Supervises the approval or rejection of components, labeling, in-process material, and finished products. Reviews production records to assure material meets specifications. Investigates and documents errors which occur during production. Ensures adherence with cGMPs, SOPs, state and local regulations, in addition to customer specific requirements.Operational - Supervises the approval (releases) and rejections of components and finished product. Supervises the required Material Resource Planning (MRP) transactions for approvals, releases, quarantines, and rejections. Ensures that line inspection and in-process checks are properly conducted. Conducts and/or assists in investigations concerning operational problems and/or problems involving customer complaints. Departmental/Shift Administration - Schedules the work assignments for the department/shift. Sets challenging yet achievable goals for staff. Helps staff to build upon their capabilities and encourages others to achieve results. Responsible for the training and motivation of the department. Maintains open lines of communications with department. Provides input into department budget, as needed. Conducts performance evaluations with the assistance of department management. Stays abreast of developments in the field through own study as well as attendance of various seminars and workshops. Recommends objectives and department goals. Functional Administration - Conducts periodic plant audits for strict adherence to cGMPs and SOPs. Assists with the training of plant personnel in GMPs. Helps to develop SOPs. Oversees the maintenance of the retain sample program environmental monitoring, and settling plate (micro) monitoring programs.Continuously reviews efficiency opportunities within the daily workflow and recognizes the need for new or modified work procedures. Seeks out and uses new tools, processes, and procedures to add value to the company. Anticipates issues and works proactively to resolve problems.Performs other related duties as assigned by management. Some travel required, such as vendor audits, seminars, and site visits.

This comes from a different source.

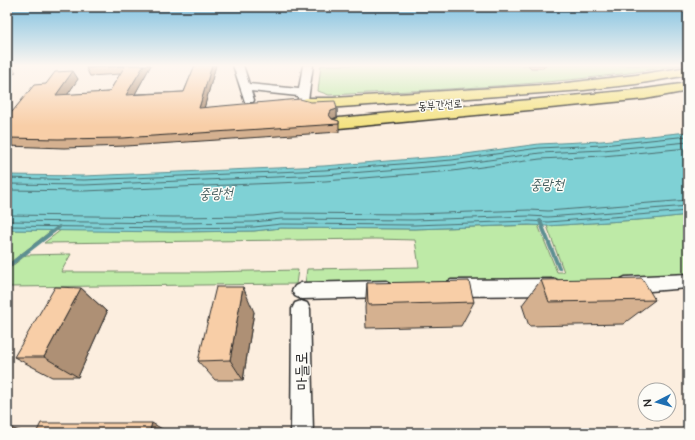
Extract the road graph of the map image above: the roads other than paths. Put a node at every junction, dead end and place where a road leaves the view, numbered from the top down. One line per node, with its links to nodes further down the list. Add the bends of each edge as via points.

Bachelor's Degree in a Life or Physical Science is required. Must have a working knowledge of cGMP and regulatory guidelines.5 years experience in a laboratory plant Quality Assurance setting, plus one year lead experience in a pharmaceutical/HBA manufacturing environment. Prefer 1 year of supervisory experience.PC and mainframe literacy required. Good verbal and written communication skills required. Must effectively communicate cross functionally with peers, associates, and upper level management. Able to writer and ensure technical content is correct. Ability to work independently and in a team environment. ASQ - CQA preferred.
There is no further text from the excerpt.